No Supreme Court Relief for Joel Tenenbaum’s $675K Piracy Fine

  • Share
  • Read Later
RIAA

The U.S. Supreme Court has decided not to hear the case of Joel Tenenbaum, who illegally downloaded music during college and now faces a $675,000 fine.

Tenenbaum’s been battling the music industry since 2007, over charges that he downloaded 31 songs online. A federal jury slapped Tenenbaum with a $22,500-per-song verdict in 2009, but a year later, U.S. District Court Judge Nancy Gertner reduced the fine to $67,500, calling the original amount “unconstitutionally excessive.” Then, last November, an appeals court raised the verdict back to its original amount.

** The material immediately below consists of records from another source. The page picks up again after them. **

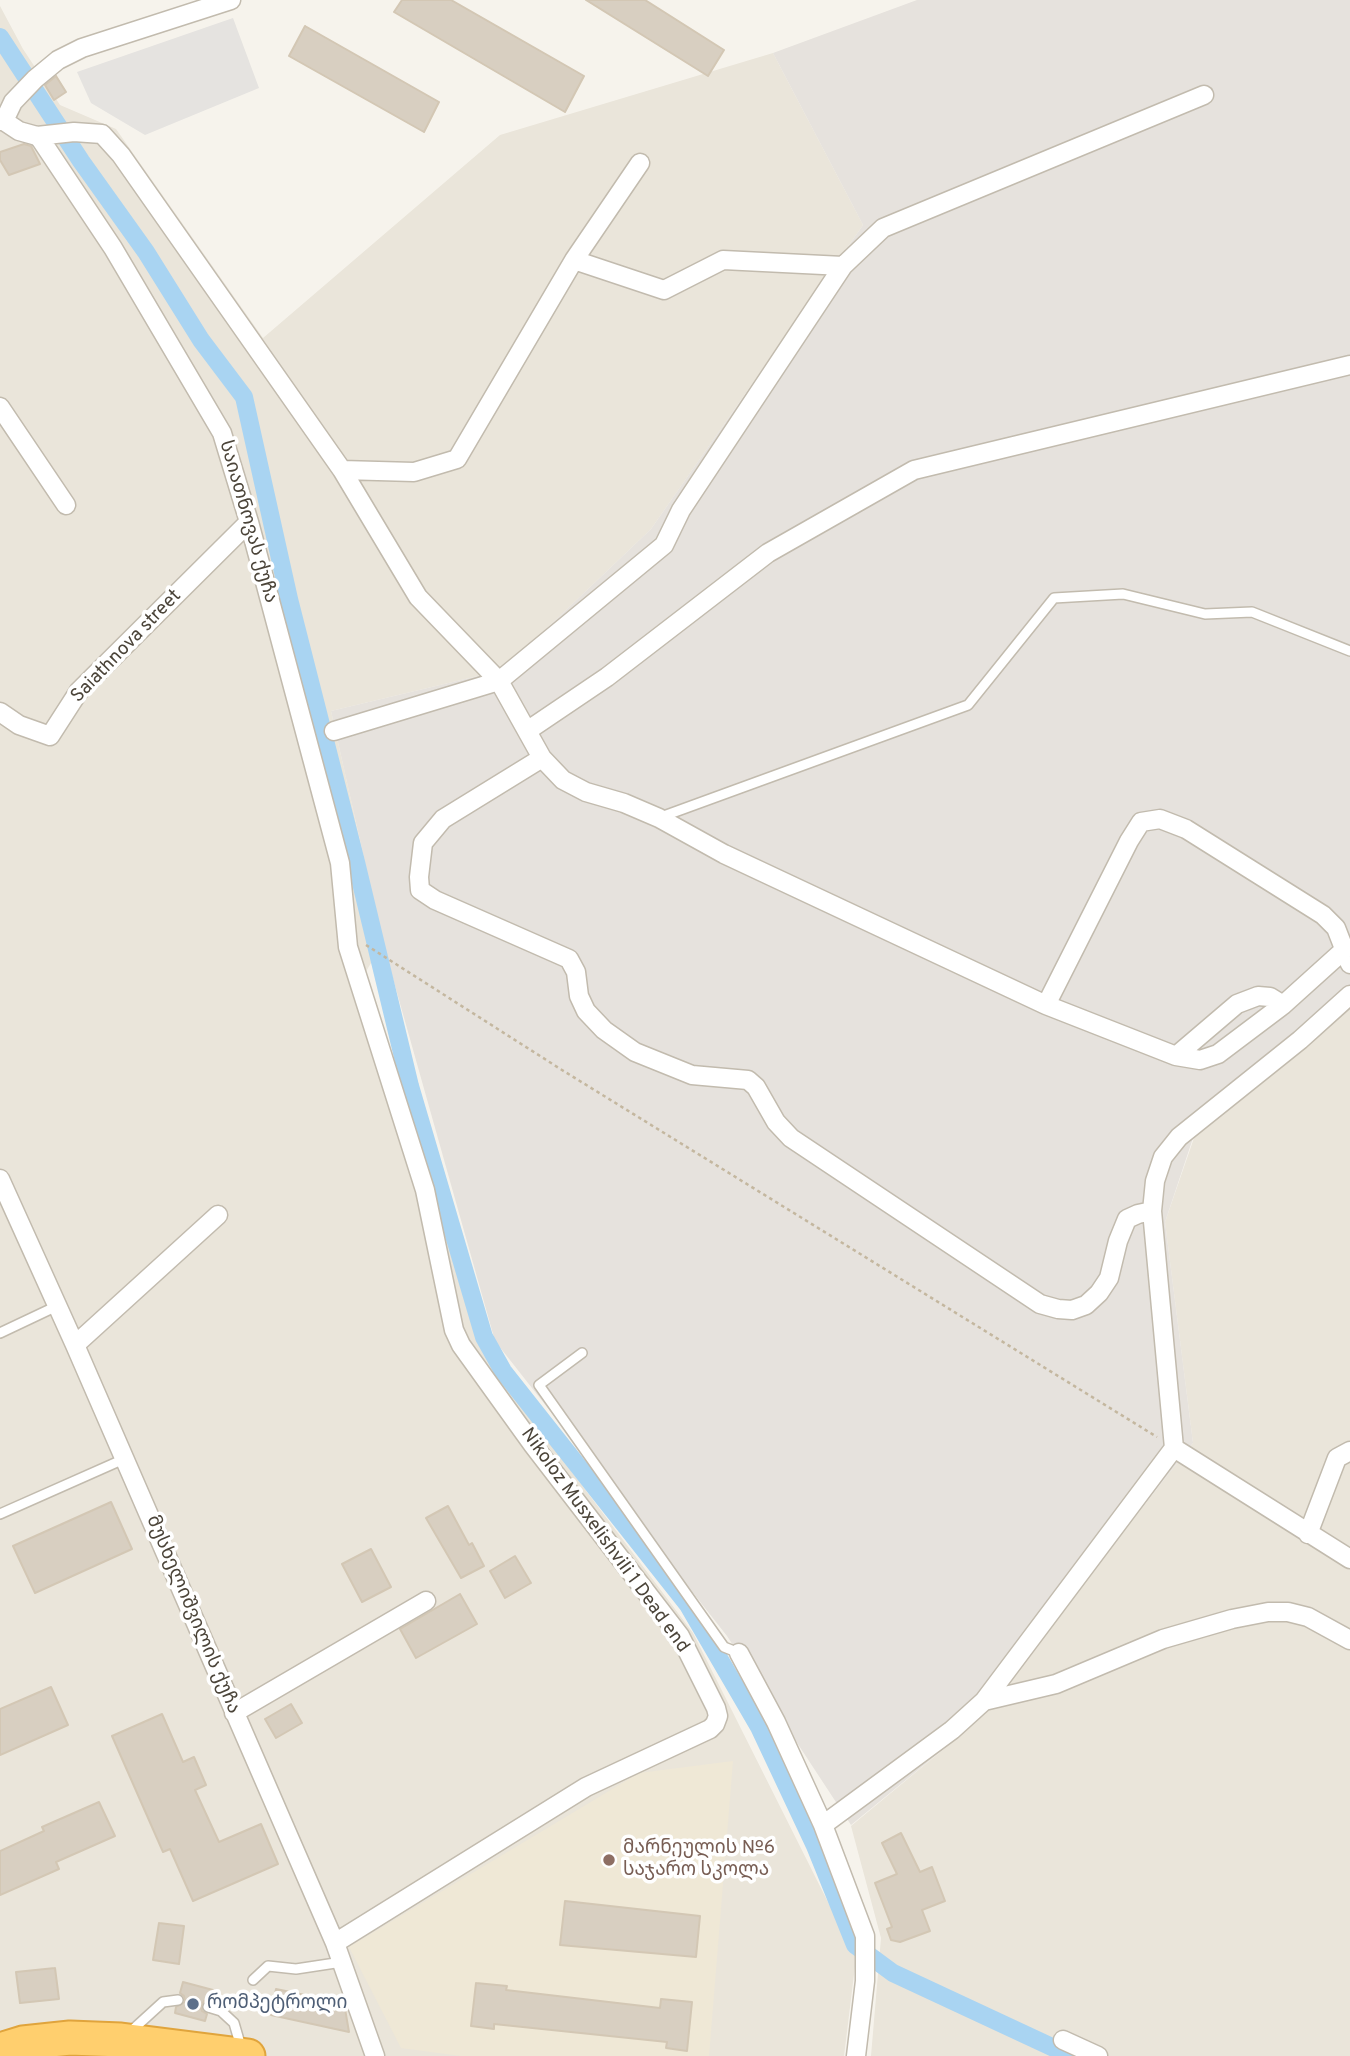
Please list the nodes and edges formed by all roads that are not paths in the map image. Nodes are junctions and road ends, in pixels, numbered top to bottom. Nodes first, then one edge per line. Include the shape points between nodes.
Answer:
1 (231, 0) edge
2 (1204, 95) dead end
3 (2, 121) edge
4 (40, 135) junction
5 (640, 163) dead end
6 (574, 260) junction
7 (843, 266) junction
8 (1350, 365) edge
9 (0, 407) edge
10 (342, 470) junction
11 (66, 505) dead end
12 (249, 522) junction
13 (1350, 651) edge
14 (499, 681) junction
15 (0, 712) edge
16 (334, 731) dead end
17 (527, 731) junction
18 (542, 758) junction
19 (659, 818) junction
20 (353, 943) joint
21 (1347, 957) edge
22 (1350, 995) edge
23 (1046, 1005) junction
24 (1283, 1005) junction
25 (1176, 1056) junction
26 (0, 1179) edge
27 (1152, 1211) junction
28 (218, 1215) dead end
29 (57, 1306) junction
30 (0, 1333) edge
31 (75, 1345) junction
32 (582, 1353) dead end
33 (1174, 1447) junction
34 (1350, 1451) edge
35 (124, 1459) junction
36 (0, 1514) edge
37 (1308, 1534) junction
38 (1350, 1559) edge
39 (426, 1601) dead end
40 (1350, 1640) edge
41 (739, 1653) joint
42 (984, 1701) junction
43 (234, 1713) junction
44 (823, 1825) junction
45 (335, 1943) junction
46 (342, 1962) junction
47 (253, 1980) dead end
48 (178, 2000) dead end
49 (208, 2007) dead end
50 (121, 2040) junction
51 (1063, 2040) dead end
52 (0, 2050) edge
53 (246, 2056) edge
54 (375, 2056) edge
55 (856, 2056) edge
56 (1098, 2056) edge

1 - 3 street via 58,60 13,102
2 - 7 street via 883,228
3 - 4 street via 19,131
4 - 10 street via 102,134 121,155
4 - 12 street, საიათნოვას ქუჩა via 222,433
5 - 6 street
6 - 7 street via 664,290 723,260
6 - 10 street via 457,459 414,472
7 - 14 street via 681,510 664,545
8 - 17 street via 914,470 768,553 607,677
9 - 11 street
10 - 14 street via 418,597
12 - 15 street, Saiathnova street via 79,691 50,736
12 - 20 street, საიათნოვას ქუჩა via 340,863
13 - 19 lane via 1252,612 1206,614 1124,594 1054,598 968,705
14 - 16 street
14 - 17 street
17 - 18 street
18 - 19 street via 563,780 586,792
18 - 27 street via 443,819 423,843 420,890 569,959 586,1011 604,1030 635,1052 692,1075 748,1080 791,1138 1040,1304 1072,1310 1086,1305 1109,1278 1127,1219
19 - 23 street via 724,854
20 - 45 street, Nikoloz Musxelishvili 1 Dead end via 425,1190 450,1314 461,1345 680,1636 718,1716 710,1730 586,1787
21 - 23 street via 1336,928 1323,915 1186,829 1160,819 1141,822
21 - 24 street
22 - 27 street via 1179,1137 1163,1157
23 - 25 street
24 - 25 street via 1218,1054 1200,1060
24 - 25 street via 1258,996 1237,1004
26 - 29 street, მუსხელიშვილის ქუჩა
27 - 33 street
28 - 31 street
29 - 30 lane
29 - 31 street, მუსხელიშვილის ქუჩა
31 - 35 street, მუსხელიშვილის ქუჩა
32 - 41 lane via 539,1385 724,1647
33 - 37 street
33 - 42 street
34 - 37 street via 1337,1458
35 - 36 lane
35 - 43 street, მუსხელიშვილის ქუჩა
37 - 38 street
39 - 43 street
40 - 42 street via 1308,1617 1268,1612 1163,1639 1056,1684
41 - 44 street
42 - 44 street
43 - 45 street, მუსხელიშვილის ქუჩა
44 - 55 street via 865,1936
45 - 46 street, მუსხელიშვილის ქუჩა
46 - 47 lane via 296,1969 268,1966
46 - 54 street, მუსხელიშვილის ქუჩა
48 - 50 lane via 163,2002
49 - 53 lane via 234,2023
50 - 52 highway via 70,2038
50 - 53 highway
51 - 56 street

Tenenbaum’s lawyer, Harvard Law School professor Charles Nesson, had hoped the Supreme Court would honor Gertner’s decision and prevent an “endless litigation rat hole” for his client, the New York Times reports.

Instead, the case will continue. As WCVB in Boston notes, U.S. District Court Judge Rya Zobel will decide whether to impose the $675,000 penalty, ask the Recording Industry Association of America whether it will accept less money from Tenenbaum or order a new trial. Unlike Gertner, who is now retired from the bench, Zobel must not use constitutionality in her reasoning, under orders from the appeals court.

As far as anti-piracy strategies go, this case is a relic for the RIAA, which stopped suing individual file sharers a few years ago. The industry is now more interested in shutting down sources of piracy and getting Internet service providers to warn and punish subscribers for copyright infringement. The trade group says it’s willing to settle with Tenenbaum, but it’s unclear for how much, or whether the defendant would even agree.

In other words, the case is far from over, and as CNet’s Greg Sandoval points out, it could even end up back at the Supreme Court some day.